▶ _WORK TASK_:
Read the records below and copy each line that contains "name".

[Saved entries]
************

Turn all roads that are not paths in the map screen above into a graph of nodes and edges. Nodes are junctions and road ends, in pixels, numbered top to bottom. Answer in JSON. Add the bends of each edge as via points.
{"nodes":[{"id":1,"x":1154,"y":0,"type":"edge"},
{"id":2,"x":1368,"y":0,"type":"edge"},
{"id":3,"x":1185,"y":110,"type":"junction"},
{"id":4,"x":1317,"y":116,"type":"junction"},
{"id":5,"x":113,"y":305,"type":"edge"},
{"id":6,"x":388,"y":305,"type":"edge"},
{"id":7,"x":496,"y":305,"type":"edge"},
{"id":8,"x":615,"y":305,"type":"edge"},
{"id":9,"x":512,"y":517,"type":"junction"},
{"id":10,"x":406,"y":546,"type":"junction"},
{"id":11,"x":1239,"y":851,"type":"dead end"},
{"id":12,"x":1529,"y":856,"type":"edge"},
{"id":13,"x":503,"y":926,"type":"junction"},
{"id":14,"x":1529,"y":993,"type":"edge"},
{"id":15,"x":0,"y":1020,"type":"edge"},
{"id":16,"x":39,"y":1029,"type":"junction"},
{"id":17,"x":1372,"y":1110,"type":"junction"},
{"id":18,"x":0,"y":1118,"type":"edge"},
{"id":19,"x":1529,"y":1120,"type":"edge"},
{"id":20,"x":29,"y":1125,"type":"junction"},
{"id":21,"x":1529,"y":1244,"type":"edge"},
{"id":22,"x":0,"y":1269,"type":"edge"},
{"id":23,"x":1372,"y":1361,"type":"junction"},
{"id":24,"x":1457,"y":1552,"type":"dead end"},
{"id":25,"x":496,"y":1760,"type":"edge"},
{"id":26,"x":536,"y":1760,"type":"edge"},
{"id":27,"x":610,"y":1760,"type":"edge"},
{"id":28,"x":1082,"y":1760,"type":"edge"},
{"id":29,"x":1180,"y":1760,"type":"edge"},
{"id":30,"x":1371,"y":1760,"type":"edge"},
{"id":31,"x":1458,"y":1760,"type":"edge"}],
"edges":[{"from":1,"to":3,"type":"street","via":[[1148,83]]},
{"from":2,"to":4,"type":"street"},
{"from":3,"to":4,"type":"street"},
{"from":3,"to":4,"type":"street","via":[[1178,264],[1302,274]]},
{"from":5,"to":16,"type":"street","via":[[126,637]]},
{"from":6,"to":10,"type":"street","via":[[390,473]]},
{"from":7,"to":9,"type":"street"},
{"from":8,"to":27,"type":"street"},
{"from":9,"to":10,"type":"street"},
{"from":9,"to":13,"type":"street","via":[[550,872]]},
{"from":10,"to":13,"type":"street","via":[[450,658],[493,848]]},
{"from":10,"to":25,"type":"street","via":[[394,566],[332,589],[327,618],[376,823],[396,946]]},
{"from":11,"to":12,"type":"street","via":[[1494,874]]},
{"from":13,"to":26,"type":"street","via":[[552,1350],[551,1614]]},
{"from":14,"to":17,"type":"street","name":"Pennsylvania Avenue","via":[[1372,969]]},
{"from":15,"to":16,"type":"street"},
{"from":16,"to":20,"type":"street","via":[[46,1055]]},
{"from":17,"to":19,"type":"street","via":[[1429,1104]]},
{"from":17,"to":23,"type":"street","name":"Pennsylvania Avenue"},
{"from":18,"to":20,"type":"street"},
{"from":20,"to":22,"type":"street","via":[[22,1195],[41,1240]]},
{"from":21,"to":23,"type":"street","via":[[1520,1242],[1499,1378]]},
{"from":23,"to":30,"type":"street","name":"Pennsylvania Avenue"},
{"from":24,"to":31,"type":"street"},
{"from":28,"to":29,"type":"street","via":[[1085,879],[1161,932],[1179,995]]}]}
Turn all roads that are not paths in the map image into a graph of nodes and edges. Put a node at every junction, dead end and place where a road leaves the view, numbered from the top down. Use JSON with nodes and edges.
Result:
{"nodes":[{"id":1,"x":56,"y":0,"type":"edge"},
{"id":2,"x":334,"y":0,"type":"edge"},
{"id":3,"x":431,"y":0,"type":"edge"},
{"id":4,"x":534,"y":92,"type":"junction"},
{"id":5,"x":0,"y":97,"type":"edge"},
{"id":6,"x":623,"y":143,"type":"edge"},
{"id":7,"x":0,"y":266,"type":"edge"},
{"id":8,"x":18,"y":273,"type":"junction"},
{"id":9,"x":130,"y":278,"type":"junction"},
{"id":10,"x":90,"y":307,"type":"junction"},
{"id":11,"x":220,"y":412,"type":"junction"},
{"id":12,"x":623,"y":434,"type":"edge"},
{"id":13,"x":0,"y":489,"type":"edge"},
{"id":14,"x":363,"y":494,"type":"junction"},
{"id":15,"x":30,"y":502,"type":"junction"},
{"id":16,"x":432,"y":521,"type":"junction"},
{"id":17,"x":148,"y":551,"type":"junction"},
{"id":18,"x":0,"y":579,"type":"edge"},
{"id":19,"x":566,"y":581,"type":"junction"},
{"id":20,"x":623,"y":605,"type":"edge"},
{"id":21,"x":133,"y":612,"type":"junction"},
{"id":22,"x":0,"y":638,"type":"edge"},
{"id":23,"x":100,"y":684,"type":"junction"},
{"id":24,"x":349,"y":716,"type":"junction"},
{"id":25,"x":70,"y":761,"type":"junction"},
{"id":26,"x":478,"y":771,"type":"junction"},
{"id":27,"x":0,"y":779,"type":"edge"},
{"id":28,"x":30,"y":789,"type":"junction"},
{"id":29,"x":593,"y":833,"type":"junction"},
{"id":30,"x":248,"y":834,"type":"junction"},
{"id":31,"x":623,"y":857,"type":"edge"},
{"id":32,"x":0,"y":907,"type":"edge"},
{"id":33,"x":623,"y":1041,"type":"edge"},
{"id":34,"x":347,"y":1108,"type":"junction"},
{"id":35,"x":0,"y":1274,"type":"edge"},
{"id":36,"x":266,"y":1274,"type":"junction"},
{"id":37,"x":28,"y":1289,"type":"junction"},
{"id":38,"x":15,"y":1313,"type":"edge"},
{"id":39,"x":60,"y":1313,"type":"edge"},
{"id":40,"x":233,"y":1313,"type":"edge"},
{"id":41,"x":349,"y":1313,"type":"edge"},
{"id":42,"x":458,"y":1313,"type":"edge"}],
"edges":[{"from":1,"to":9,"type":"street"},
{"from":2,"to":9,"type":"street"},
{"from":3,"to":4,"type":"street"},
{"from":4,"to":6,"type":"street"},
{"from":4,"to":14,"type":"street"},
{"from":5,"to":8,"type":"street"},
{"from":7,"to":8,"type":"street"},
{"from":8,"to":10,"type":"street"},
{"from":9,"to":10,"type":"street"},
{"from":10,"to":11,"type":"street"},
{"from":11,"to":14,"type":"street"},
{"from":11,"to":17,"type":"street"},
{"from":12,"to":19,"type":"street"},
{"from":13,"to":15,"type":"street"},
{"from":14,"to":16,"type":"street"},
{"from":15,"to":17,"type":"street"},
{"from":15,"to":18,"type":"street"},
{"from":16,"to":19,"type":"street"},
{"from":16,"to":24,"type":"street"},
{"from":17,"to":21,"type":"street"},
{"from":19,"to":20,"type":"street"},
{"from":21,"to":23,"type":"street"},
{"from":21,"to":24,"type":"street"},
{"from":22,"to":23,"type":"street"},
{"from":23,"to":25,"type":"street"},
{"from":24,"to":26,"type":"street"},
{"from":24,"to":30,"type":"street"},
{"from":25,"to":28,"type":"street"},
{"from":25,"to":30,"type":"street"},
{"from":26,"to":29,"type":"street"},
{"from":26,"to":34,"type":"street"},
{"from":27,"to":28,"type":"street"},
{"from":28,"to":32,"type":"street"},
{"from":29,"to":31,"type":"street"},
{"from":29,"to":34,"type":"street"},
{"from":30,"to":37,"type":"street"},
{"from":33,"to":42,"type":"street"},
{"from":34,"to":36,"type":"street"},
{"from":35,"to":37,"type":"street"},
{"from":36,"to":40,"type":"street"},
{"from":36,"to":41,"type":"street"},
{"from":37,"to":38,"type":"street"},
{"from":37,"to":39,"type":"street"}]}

************

▶ _COMPLETED EXERCISE_:
{"from":14,"to":17,"type":"street","name":"Pennsylvania Avenue","via":[[1372,969]]},
{"from":17,"to":23,"type":"street","name":"Pennsylvania Avenue"},
{"from":23,"to":30,"type":"street","name":"Pennsylvania Avenue"},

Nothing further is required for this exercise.